Já Sarkozy, em seu novo livro sobre sua prisão, que durou cerca de 20 dias, revela que escreveu todo o manuscrito "com uma caneta bic, em uma mesinha de compensado", durante sua breve estadia na prisão francesa.
"Eu entregava as folhas aos meus advogados, que as repassavam para minha secretária digitar. Escrevi tudo de uma só vez e, após minha libertação, numa segunda-feira, finalizei o livro nos dias seguintes", detalhou Sarkozy ao jornal Le Figaro, a quem liberou alguns trechos antes do lançamento do livro.
"Eu precisava responder a uma pergunta simples: 'Como cheguei a esse ponto?'. Precisava refletir sobre essa vida tão estranha que tive, que me levou a situações tão extremas", afirmou.
"Orações"
A poucos dias do lançamento de seu livro O diário de um prisioneiro, Nicolas Sarkozy, condenado no caso do financiamento líbio (que expôs sua relação dúbia com o ditador líbio Muamar Kadafi), revelou neste sábado (6) como foram suas três semanas na prisão, marcadas por orações, conversas com o capelão e uma alimentação bastante simples.
Condenado em primeira instância em 25 de setembro a cinco anos de prisão, com cumprimento imediato, por associação criminosa, o ex-chefe de Estado passou 20 dias detido no presídio da Santé, em Paris.
Dessa experiência de três semanas, Sarkozy, de 70 anos, produziu um diário de 216 páginas, O diário de um prisioneiro, publicado pela editora Fayard, controlada por Vincent Bolloré, acusado de apoiar a direita e seus extremos na França.
O livro será lançado em 10 de dezembro, quando Sarkozy iniciará, em uma livraria no 16º distrito de Paris, uma série de sessões de autógrafos pelo país.
Logo ao chegar à prisão, em 21 de outubro, Sarkozy "ficou impressionado com a ausência total de cores. O cinza dominava tudo, engolia tudo, cobria todas as superfícies", escreve ele no livro, do qual a rádio Europe 1 — também pertencente ao bilionário bretão — além do jornal Le Figaro e do canal LCI publicaram trechos neste sábado.
Confortado em sua primeira noite de detenção ao assistir a uma partida europeia do Paris Saint-Germain (PSG), seu "time do coração", o ex-presidente relata que também "se ajoelhou para rezar".

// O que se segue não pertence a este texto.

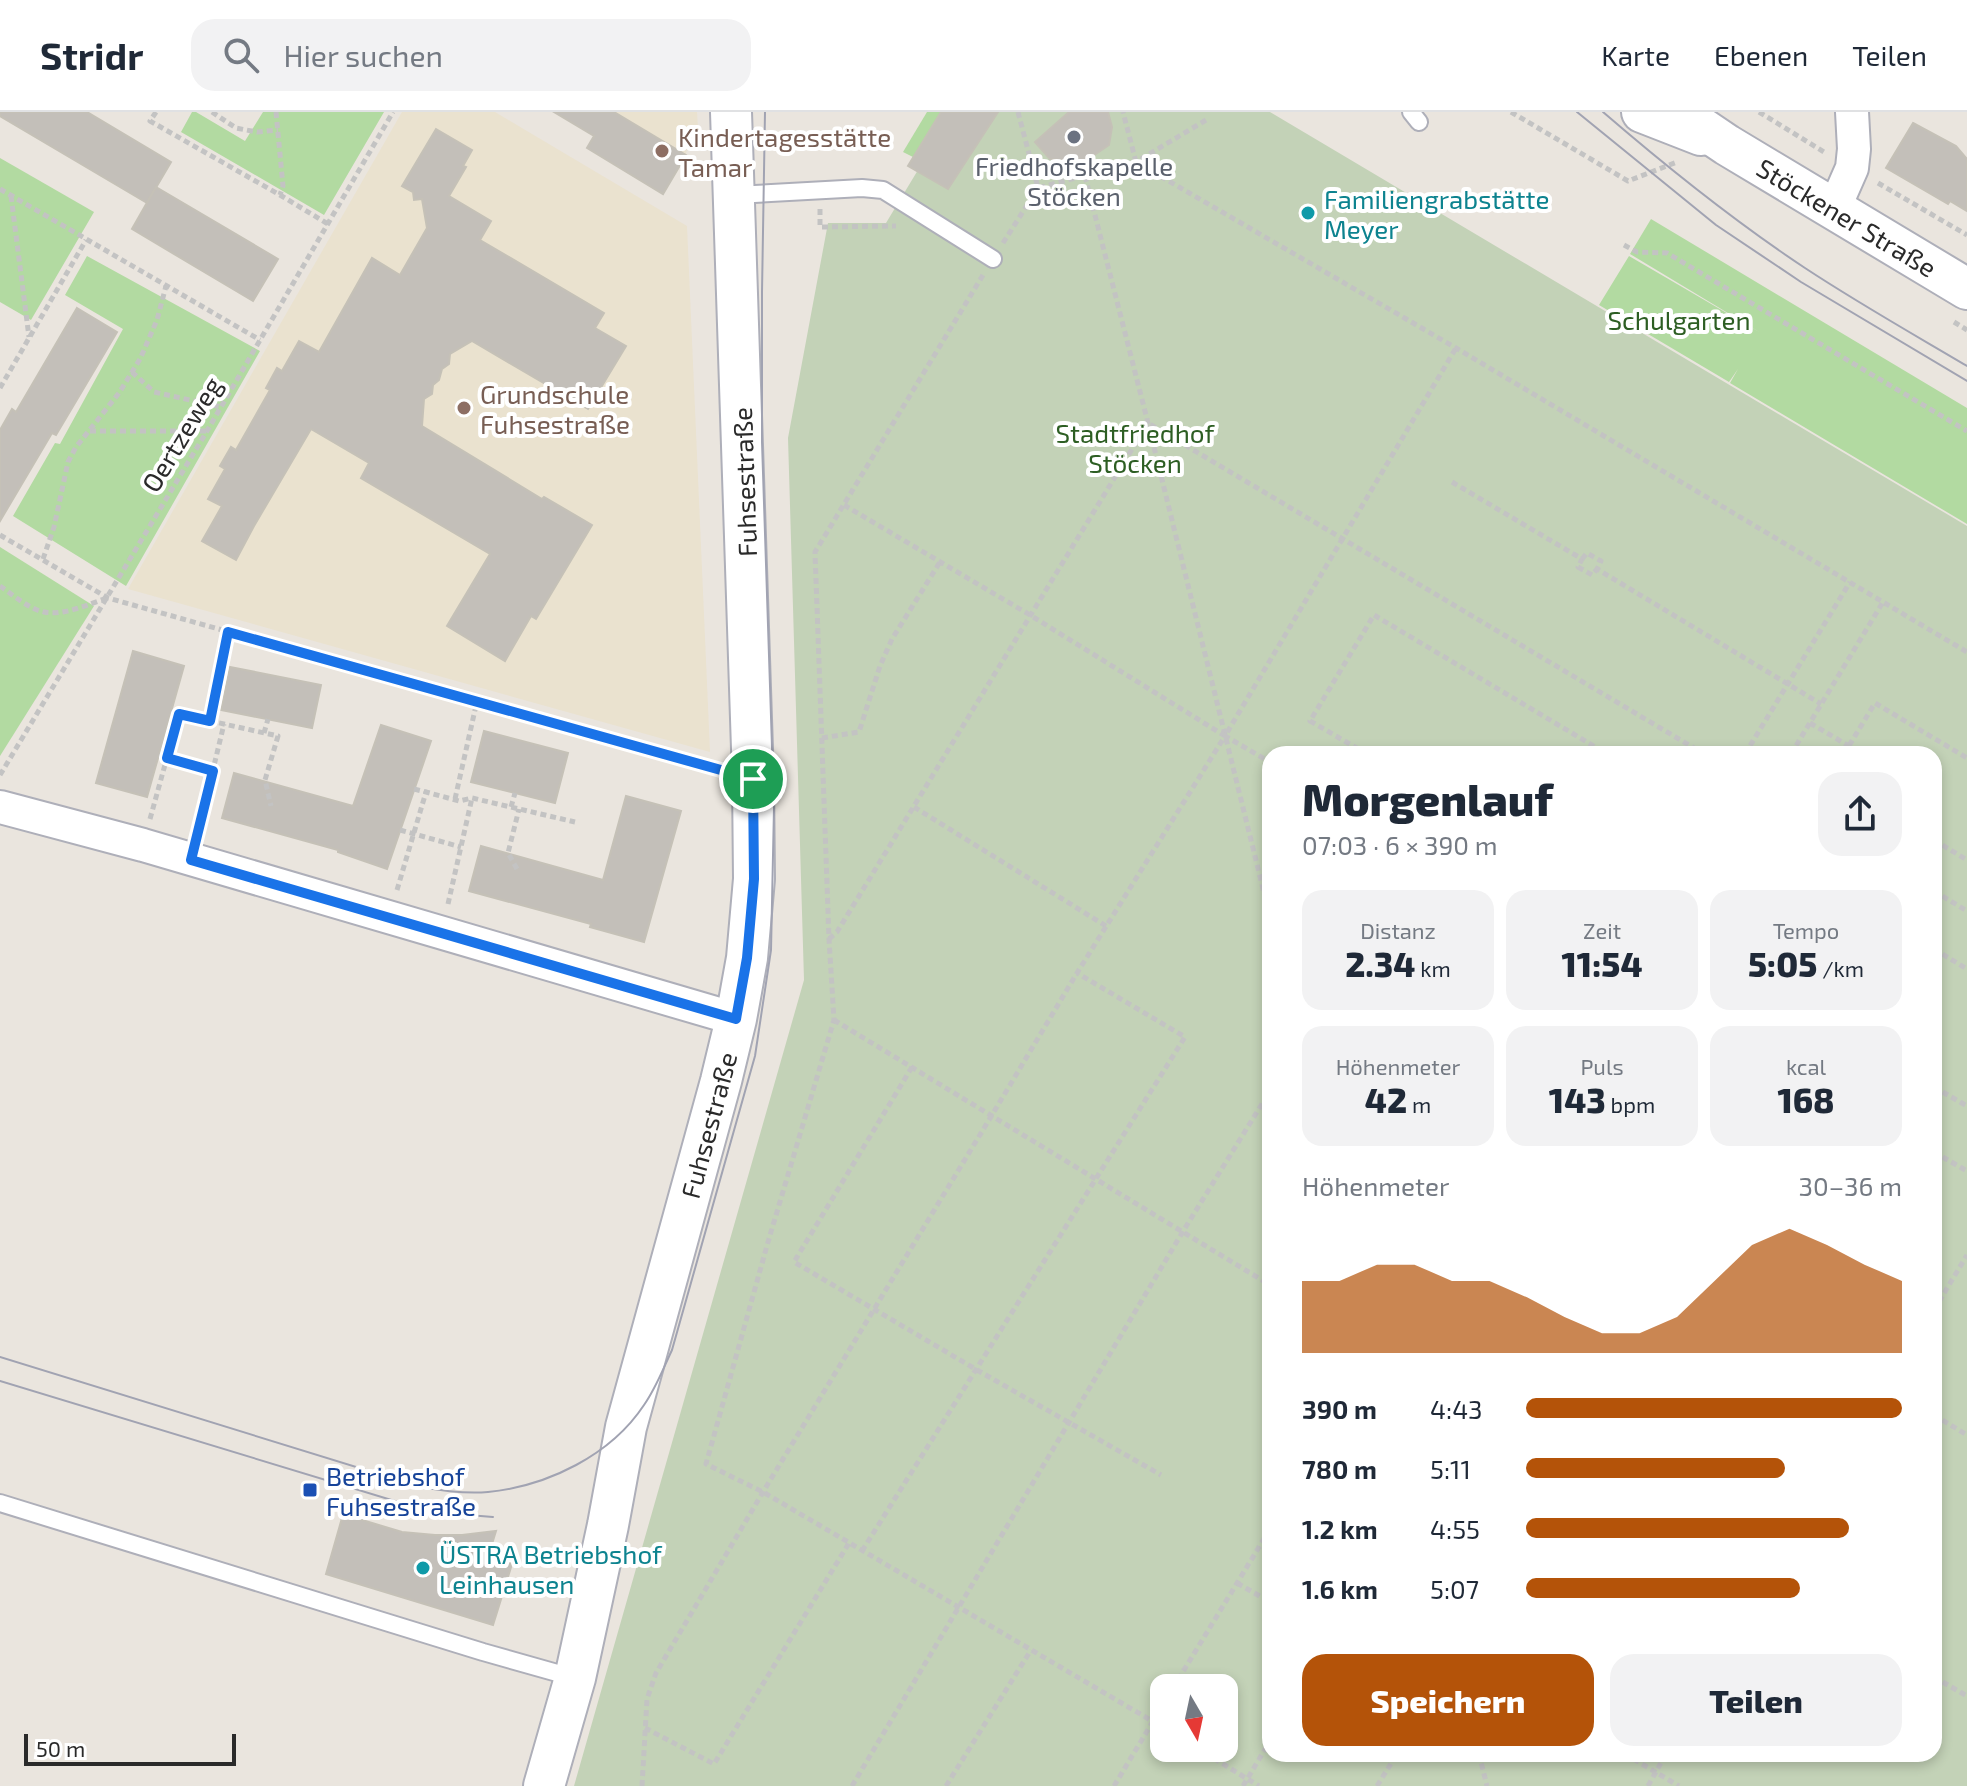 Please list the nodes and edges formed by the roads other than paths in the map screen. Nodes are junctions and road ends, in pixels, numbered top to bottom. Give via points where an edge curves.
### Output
1 (731, 112) edge
2 (1642, 112) edge
3 (1678, 112) edge
4 (1852, 112) edge
5 (1727, 145) junction
6 (733, 195) junction
7 (1834, 209) junction
8 (993, 259) road end
9 (1967, 289) edge
10 (0, 807) edge
11 (736, 1019) junction
12 (0, 1503) edge
13 (575, 1678) junction
14 (544, 1786) edge

1 - 6 street, Fuhsestraße
2 - 5 street, Stöckener Straße
3 - 5 street, Stöckener Straße
4 - 7 street via 1852,168
5 - 7 street, Stöckener Straße
6 - 8 lane via 883,190
6 - 11 street, Fuhsestraße via 754,879
7 - 9 street, Stöckener Straße
10 - 11 street
11 - 13 street, Fuhsestraße via 626,1427
12 - 13 lane
13 - 14 street, Fuhsestraße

"Veio como algo natural", conta. "Fiquei assim por longos minutos. Rezava para ter força de carregar a cruz dessa injustiça."

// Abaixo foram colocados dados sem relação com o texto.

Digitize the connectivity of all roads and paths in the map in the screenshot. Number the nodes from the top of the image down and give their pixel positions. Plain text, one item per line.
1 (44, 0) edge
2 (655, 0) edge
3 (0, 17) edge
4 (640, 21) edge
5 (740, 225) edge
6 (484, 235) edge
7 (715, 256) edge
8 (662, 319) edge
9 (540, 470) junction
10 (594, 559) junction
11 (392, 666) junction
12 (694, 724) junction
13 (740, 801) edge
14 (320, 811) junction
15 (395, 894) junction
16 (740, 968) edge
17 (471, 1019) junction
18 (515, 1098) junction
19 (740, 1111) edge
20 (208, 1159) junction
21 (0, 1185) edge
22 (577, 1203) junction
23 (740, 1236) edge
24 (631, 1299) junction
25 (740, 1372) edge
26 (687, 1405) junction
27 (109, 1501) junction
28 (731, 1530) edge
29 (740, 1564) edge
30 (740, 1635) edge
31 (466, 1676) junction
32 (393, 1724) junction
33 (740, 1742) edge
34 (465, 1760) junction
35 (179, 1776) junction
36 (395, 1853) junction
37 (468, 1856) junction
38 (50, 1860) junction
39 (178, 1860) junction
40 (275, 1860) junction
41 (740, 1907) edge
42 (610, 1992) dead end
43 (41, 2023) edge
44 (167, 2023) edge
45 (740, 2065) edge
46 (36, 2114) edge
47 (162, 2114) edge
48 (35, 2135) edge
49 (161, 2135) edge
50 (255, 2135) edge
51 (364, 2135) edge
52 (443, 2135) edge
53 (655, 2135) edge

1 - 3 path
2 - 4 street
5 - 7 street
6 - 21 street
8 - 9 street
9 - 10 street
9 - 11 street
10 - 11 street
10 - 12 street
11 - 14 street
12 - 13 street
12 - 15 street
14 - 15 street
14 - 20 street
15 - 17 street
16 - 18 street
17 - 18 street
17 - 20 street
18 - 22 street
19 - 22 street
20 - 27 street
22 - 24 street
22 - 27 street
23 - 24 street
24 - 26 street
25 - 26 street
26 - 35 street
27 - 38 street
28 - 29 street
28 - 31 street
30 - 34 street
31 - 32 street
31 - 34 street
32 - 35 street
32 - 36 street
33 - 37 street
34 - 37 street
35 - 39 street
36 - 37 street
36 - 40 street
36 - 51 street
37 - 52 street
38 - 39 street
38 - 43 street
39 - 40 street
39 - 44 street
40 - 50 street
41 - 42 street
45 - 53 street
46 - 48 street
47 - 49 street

Sarkozy também descreve na obra suas conversas de domingo com o capelão da prisão.
Número de prisioneiro 320535
Registrado com o número 320535, segundo o Figaro, Sarkozy descreve no livro sua rotina na prisão e sua dieta, composta de "laticínios, barra de cereais, água mineral, suco de maçã e alguns doces".
O ex-presidente, protegido por dois agentes de segurança durante todo o período, permaneceu trancado em sua cela 23 horas por dia, exceto durante as visitas.
"Eu daria muito para poder olhar pela janela, ter o prazer de ver os carros passando", afirma ele, que recebeu na prisão a visita do ministro da Justiça da França, Gérald Darmanin. Desde então, os dois estão proibidos de manter contato.
Alfinetadas
Sarkozy também dispara no livro algumas críticas ao mundo político. Ele cita Ségolène Royal, sua adversária socialista em 2007, e Emmanuel Macron, que, segundo o Figaro, teria "virado o rosto" diante da condenação e da prisão de seu antecessor.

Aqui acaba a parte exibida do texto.